I’m sorry. I don’t know what came over me. I’m just feeling a little stir crazy today. Don’t know why.
Oh hell with that. I know exactly why. I’m trapped in the damned house scheduling play dates, fixing Barbies and nursing babies all frikkin’ day. It’s no wonder my head feels like it’s going to split in half while my eyeballs pop out of the sockets and I do my best Linda Blair impersonation out on the front lawn. And when the men with the funny white jackets come to take me away, ladies and gentlemen, you’ll know why too.
The whole mommy thing is just driving me up the damned wall right now. I’ve been trying for three days to write about how I want to be an artist and how I crave having a little time each day to sit and draw. But it’s gotten worse than that. As I’ve looked at the problem, I realize it’s a lot bigger than me just wanting to sit and draw. Way bigger than that.

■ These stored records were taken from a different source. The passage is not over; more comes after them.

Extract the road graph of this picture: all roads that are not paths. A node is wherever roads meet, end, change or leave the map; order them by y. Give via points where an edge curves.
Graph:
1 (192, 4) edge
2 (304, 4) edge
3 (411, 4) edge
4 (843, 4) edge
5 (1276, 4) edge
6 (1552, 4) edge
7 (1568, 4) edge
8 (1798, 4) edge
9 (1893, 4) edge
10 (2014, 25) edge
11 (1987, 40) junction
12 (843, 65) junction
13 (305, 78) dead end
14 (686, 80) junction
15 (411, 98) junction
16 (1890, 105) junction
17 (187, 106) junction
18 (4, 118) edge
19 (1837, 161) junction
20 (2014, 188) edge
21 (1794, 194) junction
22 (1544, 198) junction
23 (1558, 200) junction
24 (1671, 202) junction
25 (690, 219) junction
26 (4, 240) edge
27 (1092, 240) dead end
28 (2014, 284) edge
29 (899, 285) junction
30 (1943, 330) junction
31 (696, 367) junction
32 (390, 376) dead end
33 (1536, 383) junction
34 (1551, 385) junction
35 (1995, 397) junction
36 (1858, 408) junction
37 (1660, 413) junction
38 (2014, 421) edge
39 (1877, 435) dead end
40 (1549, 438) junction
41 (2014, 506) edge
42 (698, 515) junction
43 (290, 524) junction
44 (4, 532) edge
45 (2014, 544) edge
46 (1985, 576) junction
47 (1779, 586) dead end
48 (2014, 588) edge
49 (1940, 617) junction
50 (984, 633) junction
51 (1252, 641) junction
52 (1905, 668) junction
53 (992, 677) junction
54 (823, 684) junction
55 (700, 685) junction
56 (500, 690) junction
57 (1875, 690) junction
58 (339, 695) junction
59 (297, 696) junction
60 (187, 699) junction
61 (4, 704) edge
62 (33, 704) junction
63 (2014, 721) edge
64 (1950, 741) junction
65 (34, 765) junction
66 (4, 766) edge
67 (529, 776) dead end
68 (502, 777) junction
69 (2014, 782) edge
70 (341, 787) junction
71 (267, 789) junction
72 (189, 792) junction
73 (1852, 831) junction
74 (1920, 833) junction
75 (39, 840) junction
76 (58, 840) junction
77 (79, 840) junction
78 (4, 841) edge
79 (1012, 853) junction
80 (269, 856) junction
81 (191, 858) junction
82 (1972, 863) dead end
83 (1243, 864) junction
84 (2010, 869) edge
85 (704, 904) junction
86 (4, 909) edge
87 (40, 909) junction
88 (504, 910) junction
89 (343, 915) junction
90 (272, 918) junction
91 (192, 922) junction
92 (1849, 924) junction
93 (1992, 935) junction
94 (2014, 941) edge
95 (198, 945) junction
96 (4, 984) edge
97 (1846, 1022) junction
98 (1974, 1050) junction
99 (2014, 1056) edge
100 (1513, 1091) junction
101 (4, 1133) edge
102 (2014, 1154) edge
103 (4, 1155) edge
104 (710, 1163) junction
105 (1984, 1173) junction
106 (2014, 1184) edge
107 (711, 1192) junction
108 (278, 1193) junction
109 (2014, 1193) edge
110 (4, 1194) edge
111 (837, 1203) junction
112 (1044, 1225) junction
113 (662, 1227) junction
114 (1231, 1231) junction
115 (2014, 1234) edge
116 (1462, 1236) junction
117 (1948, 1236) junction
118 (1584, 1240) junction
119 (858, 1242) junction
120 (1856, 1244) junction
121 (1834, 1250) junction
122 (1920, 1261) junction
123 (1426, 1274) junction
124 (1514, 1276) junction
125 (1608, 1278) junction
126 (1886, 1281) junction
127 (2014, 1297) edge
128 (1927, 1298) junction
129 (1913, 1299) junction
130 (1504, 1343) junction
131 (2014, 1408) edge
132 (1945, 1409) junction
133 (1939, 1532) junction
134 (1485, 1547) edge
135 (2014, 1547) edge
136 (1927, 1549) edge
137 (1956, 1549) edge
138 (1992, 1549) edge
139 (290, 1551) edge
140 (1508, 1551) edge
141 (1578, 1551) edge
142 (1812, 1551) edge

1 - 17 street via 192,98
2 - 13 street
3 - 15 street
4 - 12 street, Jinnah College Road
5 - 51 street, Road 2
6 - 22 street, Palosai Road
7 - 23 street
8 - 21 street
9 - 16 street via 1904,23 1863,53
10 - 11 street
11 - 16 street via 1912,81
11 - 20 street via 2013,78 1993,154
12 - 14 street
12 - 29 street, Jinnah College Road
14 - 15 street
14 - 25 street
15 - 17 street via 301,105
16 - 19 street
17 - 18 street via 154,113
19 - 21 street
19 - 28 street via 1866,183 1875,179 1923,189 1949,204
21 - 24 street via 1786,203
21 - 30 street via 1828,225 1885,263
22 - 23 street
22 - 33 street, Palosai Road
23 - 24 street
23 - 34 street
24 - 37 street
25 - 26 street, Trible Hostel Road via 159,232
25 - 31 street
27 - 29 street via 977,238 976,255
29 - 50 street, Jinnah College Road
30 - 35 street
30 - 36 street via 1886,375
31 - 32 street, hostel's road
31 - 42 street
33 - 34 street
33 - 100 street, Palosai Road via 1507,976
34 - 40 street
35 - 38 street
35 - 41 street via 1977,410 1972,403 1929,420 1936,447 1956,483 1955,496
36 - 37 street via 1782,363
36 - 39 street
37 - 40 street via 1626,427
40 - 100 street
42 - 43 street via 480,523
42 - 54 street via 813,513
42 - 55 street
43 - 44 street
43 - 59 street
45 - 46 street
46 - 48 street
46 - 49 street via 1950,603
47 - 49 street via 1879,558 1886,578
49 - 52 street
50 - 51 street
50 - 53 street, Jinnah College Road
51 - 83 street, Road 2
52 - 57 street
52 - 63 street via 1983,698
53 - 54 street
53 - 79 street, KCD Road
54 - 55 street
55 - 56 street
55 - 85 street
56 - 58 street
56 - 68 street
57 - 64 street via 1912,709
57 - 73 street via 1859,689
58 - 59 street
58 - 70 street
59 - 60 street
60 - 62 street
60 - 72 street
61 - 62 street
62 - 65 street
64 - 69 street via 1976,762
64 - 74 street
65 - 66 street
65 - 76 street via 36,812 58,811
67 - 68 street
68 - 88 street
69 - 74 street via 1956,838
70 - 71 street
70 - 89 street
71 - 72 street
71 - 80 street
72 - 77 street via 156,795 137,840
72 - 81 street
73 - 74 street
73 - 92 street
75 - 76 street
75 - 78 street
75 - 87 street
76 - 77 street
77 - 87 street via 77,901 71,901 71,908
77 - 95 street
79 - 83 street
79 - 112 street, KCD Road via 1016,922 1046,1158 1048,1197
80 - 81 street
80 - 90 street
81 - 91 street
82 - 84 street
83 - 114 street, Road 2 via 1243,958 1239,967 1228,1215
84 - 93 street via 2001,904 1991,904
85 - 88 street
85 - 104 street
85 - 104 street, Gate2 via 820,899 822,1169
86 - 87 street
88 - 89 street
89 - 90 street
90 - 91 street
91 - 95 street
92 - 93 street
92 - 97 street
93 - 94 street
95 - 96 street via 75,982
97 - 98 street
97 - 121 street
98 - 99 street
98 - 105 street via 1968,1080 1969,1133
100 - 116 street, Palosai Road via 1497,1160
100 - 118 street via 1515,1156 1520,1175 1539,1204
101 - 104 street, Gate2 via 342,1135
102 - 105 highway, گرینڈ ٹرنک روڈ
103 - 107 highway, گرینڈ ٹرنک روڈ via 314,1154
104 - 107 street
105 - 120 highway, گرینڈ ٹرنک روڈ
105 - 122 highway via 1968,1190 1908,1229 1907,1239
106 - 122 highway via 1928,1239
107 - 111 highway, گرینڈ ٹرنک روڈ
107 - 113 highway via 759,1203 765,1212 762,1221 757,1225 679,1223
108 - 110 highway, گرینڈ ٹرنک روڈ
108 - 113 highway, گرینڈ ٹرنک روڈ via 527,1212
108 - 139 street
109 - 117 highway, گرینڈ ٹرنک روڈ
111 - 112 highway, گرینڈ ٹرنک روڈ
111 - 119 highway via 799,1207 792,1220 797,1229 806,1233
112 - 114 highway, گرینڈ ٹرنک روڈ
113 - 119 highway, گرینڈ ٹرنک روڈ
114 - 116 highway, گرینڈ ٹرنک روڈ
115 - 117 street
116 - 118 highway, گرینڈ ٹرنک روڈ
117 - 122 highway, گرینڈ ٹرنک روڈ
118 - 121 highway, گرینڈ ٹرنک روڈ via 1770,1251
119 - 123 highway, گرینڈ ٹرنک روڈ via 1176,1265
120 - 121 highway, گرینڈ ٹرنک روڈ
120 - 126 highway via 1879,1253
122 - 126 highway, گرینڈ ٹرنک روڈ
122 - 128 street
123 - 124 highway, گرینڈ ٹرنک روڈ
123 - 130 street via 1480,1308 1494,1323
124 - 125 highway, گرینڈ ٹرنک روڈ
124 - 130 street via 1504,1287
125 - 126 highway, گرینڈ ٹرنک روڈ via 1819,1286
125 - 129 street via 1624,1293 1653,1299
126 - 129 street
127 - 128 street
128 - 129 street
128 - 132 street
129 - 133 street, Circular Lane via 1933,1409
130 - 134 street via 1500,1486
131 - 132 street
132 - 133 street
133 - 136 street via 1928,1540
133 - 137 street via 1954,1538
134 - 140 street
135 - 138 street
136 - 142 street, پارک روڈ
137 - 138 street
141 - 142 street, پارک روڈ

I want to be famous, damn it.
I want to have acheived some massive success with my art, but since I haven’t been doing any serious work on it since I was thirteen, I’m kind of screwed on this point. So what I’d really like to do is turn back the clock, go back to when I was thirteen, give myself a good hard slap and say, “Pick up the stupid pencil and start drawing now! Otherwise, you’re going to wake up one morning when you’re thirty-seven and realize you’ve got two kids, a house to clean and a husband who wants to know what your plans are for lunch, but you don’t have a portfolio or a cool artist job or even a fine arts degree. Hell, you’ll be lucky if you can even find a 2B pencil anywhere in the house!”
Of course, my thirteen-year-old self will more than likely just slap me back and tell me to kiss off. What do thirteen-year-olds know anyway, huh?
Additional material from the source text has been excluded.